[Saved data entries]
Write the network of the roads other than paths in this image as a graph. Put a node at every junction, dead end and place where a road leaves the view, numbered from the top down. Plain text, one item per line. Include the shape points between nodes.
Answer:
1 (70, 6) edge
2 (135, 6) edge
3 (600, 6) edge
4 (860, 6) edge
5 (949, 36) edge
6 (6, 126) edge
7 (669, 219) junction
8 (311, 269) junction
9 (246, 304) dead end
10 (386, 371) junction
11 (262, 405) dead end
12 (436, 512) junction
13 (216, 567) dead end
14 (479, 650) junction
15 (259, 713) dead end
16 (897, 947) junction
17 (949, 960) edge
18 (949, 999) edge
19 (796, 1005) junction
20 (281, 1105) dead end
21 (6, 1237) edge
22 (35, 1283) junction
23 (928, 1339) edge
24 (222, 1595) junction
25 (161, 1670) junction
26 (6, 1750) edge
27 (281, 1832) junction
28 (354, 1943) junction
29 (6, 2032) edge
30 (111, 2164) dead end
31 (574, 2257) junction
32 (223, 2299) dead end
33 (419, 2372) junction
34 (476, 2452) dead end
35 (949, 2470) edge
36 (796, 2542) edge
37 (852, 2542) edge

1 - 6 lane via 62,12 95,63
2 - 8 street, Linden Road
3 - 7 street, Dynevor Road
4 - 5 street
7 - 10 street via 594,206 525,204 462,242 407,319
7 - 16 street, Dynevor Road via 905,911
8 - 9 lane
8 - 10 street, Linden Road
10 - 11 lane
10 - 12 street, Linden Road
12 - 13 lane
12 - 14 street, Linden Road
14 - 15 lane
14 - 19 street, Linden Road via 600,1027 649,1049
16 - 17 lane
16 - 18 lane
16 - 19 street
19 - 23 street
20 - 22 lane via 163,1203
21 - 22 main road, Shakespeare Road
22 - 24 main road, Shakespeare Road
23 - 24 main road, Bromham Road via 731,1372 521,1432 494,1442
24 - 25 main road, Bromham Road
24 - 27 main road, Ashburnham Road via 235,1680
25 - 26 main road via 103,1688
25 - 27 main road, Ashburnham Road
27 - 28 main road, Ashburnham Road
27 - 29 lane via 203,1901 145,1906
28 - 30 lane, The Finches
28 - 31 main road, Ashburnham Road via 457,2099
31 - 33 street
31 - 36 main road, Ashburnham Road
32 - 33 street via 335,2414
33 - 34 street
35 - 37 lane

Task details:
From the data above, copy each line with the string "dead" in it.

Answer area:
Write the network of the roads other than paths in this image as a graph. Put a node at every junction, dead end and place where a road leaves the view, numbered from the top down. Plain text, one item per line. Include the shape points between nodes.
9 (246, 304) dead end
11 (262, 405) dead end
13 (216, 567) dead end
15 (259, 713) dead end
20 (281, 1105) dead end
30 (111, 2164) dead end
32 (223, 2299) dead end
34 (476, 2452) dead end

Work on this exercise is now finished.